Task item
Restate the records underneath, keeping each one exactly the same.

(Stored data)
╭──

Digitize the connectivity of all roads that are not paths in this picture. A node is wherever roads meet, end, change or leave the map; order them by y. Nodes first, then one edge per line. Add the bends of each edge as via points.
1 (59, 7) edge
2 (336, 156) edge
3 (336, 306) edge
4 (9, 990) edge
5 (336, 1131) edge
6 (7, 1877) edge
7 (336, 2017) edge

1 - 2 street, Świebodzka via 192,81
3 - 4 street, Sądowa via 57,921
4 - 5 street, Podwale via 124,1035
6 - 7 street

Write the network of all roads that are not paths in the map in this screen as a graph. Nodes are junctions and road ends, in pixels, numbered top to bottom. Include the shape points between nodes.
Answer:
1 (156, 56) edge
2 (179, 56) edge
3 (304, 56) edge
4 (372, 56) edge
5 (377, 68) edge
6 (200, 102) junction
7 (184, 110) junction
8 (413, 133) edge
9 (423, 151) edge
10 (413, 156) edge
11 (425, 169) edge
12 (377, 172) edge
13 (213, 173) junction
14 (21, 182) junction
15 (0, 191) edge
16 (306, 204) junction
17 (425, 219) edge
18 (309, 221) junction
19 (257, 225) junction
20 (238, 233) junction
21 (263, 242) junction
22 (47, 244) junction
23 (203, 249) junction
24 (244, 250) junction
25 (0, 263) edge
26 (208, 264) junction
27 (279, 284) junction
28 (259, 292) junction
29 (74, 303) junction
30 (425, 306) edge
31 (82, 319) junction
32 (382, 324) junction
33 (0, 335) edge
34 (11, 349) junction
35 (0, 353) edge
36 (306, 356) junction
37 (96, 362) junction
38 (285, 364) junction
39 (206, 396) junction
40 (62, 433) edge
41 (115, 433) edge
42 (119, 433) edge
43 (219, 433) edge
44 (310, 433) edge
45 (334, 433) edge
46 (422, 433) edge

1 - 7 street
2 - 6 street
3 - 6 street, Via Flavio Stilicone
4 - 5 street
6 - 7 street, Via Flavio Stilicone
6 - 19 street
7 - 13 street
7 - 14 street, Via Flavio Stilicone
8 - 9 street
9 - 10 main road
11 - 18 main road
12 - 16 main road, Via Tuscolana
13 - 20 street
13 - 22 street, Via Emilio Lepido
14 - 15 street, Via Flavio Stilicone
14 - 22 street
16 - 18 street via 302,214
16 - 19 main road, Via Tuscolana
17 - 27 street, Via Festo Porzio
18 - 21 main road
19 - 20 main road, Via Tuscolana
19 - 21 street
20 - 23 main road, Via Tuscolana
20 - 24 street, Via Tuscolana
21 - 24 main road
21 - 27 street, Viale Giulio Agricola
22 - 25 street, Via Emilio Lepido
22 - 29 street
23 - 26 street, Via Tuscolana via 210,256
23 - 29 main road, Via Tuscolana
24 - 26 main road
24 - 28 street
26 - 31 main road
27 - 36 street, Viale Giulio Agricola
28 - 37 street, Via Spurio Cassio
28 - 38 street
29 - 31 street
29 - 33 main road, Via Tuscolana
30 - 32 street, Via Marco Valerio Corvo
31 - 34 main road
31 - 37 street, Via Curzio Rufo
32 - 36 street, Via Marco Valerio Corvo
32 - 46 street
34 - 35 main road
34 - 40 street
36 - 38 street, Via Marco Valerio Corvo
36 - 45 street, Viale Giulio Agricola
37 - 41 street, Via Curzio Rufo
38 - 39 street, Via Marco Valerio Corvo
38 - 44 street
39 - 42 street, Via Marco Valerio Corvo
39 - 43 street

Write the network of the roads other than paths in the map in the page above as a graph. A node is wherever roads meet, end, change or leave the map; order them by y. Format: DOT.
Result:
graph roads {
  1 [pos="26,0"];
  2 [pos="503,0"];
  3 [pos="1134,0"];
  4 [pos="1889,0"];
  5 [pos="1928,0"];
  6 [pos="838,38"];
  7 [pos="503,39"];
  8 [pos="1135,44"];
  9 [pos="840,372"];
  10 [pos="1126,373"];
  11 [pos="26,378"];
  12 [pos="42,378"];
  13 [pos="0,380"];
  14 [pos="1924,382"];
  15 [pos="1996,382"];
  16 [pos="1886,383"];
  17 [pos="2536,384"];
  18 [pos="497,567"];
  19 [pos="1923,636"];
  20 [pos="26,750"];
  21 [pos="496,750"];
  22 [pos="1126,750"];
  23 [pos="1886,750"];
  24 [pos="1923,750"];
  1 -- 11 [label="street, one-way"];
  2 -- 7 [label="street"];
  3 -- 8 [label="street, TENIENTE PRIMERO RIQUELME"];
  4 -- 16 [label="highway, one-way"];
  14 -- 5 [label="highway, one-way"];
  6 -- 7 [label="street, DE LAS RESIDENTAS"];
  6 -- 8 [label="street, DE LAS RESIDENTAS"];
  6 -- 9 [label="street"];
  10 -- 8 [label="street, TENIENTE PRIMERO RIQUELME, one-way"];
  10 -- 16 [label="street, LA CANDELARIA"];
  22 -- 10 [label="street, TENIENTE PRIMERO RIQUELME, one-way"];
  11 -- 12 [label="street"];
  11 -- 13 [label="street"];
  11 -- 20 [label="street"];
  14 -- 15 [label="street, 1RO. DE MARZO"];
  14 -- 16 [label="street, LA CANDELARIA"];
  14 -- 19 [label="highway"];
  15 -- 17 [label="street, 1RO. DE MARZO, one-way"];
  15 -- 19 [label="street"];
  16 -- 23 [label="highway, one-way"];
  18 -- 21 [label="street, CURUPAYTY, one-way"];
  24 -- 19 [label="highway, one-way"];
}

╰──

Answer below
Digitize the connectivity of all roads that are not paths in this picture. A node is wherever roads meet, end, change or leave the map; order them by y. Nodes first, then one edge per line. Add the bends of each edge as via points.
1 (59, 7) edge
2 (336, 156) edge
3 (336, 306) edge
4 (9, 990) edge
5 (336, 1131) edge
6 (7, 1877) edge
7 (336, 2017) edge

1 - 2 street, Świebodzka via 192,81
3 - 4 street, Sądowa via 57,921
4 - 5 street, Podwale via 124,1035
6 - 7 street

Write the network of all roads that are not paths in the map in this screen as a graph. Nodes are junctions and road ends, in pixels, numbered top to bottom. Include the shape points between nodes.
Answer:
1 (156, 56) edge
2 (179, 56) edge
3 (304, 56) edge
4 (372, 56) edge
5 (377, 68) edge
6 (200, 102) junction
7 (184, 110) junction
8 (413, 133) edge
9 (423, 151) edge
10 (413, 156) edge
11 (425, 169) edge
12 (377, 172) edge
13 (213, 173) junction
14 (21, 182) junction
15 (0, 191) edge
16 (306, 204) junction
17 (425, 219) edge
18 (309, 221) junction
19 (257, 225) junction
20 (238, 233) junction
21 (263, 242) junction
22 (47, 244) junction
23 (203, 249) junction
24 (244, 250) junction
25 (0, 263) edge
26 (208, 264) junction
27 (279, 284) junction
28 (259, 292) junction
29 (74, 303) junction
30 (425, 306) edge
31 (82, 319) junction
32 (382, 324) junction
33 (0, 335) edge
34 (11, 349) junction
35 (0, 353) edge
36 (306, 356) junction
37 (96, 362) junction
38 (285, 364) junction
39 (206, 396) junction
40 (62, 433) edge
41 (115, 433) edge
42 (119, 433) edge
43 (219, 433) edge
44 (310, 433) edge
45 (334, 433) edge
46 (422, 433) edge

1 - 7 street
2 - 6 street
3 - 6 street, Via Flavio Stilicone
4 - 5 street
6 - 7 street, Via Flavio Stilicone
6 - 19 street
7 - 13 street
7 - 14 street, Via Flavio Stilicone
8 - 9 street
9 - 10 main road
11 - 18 main road
12 - 16 main road, Via Tuscolana
13 - 20 street
13 - 22 street, Via Emilio Lepido
14 - 15 street, Via Flavio Stilicone
14 - 22 street
16 - 18 street via 302,214
16 - 19 main road, Via Tuscolana
17 - 27 street, Via Festo Porzio
18 - 21 main road
19 - 20 main road, Via Tuscolana
19 - 21 street
20 - 23 main road, Via Tuscolana
20 - 24 street, Via Tuscolana
21 - 24 main road
21 - 27 street, Viale Giulio Agricola
22 - 25 street, Via Emilio Lepido
22 - 29 street
23 - 26 street, Via Tuscolana via 210,256
23 - 29 main road, Via Tuscolana
24 - 26 main road
24 - 28 street
26 - 31 main road
27 - 36 street, Viale Giulio Agricola
28 - 37 street, Via Spurio Cassio
28 - 38 street
29 - 31 street
29 - 33 main road, Via Tuscolana
30 - 32 street, Via Marco Valerio Corvo
31 - 34 main road
31 - 37 street, Via Curzio Rufo
32 - 36 street, Via Marco Valerio Corvo
32 - 46 street
34 - 35 main road
34 - 40 street
36 - 38 street, Via Marco Valerio Corvo
36 - 45 street, Viale Giulio Agricola
37 - 41 street, Via Curzio Rufo
38 - 39 street, Via Marco Valerio Corvo
38 - 44 street
39 - 42 street, Via Marco Valerio Corvo
39 - 43 street

Write the network of the roads other than paths in the map in the page above as a graph. A node is wherever roads meet, end, change or leave the map; order them by y. Format: DOT.
Result:
graph roads {
  1 [pos="26,0"];
  2 [pos="503,0"];
  3 [pos="1134,0"];
  4 [pos="1889,0"];
  5 [pos="1928,0"];
  6 [pos="838,38"];
  7 [pos="503,39"];
  8 [pos="1135,44"];
  9 [pos="840,372"];
  10 [pos="1126,373"];
  11 [pos="26,378"];
  12 [pos="42,378"];
  13 [pos="0,380"];
  14 [pos="1924,382"];
  15 [pos="1996,382"];
  16 [pos="1886,383"];
  17 [pos="2536,384"];
  18 [pos="497,567"];
  19 [pos="1923,636"];
  20 [pos="26,750"];
  21 [pos="496,750"];
  22 [pos="1126,750"];
  23 [pos="1886,750"];
  24 [pos="1923,750"];
  1 -- 11 [label="street, one-way"];
  2 -- 7 [label="street"];
  3 -- 8 [label="street, TENIENTE PRIMERO RIQUELME"];
  4 -- 16 [label="highway, one-way"];
  14 -- 5 [label="highway, one-way"];
  6 -- 7 [label="street, DE LAS RESIDENTAS"];
  6 -- 8 [label="street, DE LAS RESIDENTAS"];
  6 -- 9 [label="street"];
  10 -- 8 [label="street, TENIENTE PRIMERO RIQUELME, one-way"];
  10 -- 16 [label="street, LA CANDELARIA"];
  22 -- 10 [label="street, TENIENTE PRIMERO RIQUELME, one-way"];
  11 -- 12 [label="street"];
  11 -- 13 [label="street"];
  11 -- 20 [label="street"];
  14 -- 15 [label="street, 1RO. DE MARZO"];
  14 -- 16 [label="street, LA CANDELARIA"];
  14 -- 19 [label="highway"];
  15 -- 17 [label="street, 1RO. DE MARZO, one-way"];
  15 -- 19 [label="street"];
  16 -- 23 [label="highway, one-way"];
  18 -- 21 [label="street, CURUPAYTY, one-way"];
  24 -- 19 [label="highway, one-way"];
}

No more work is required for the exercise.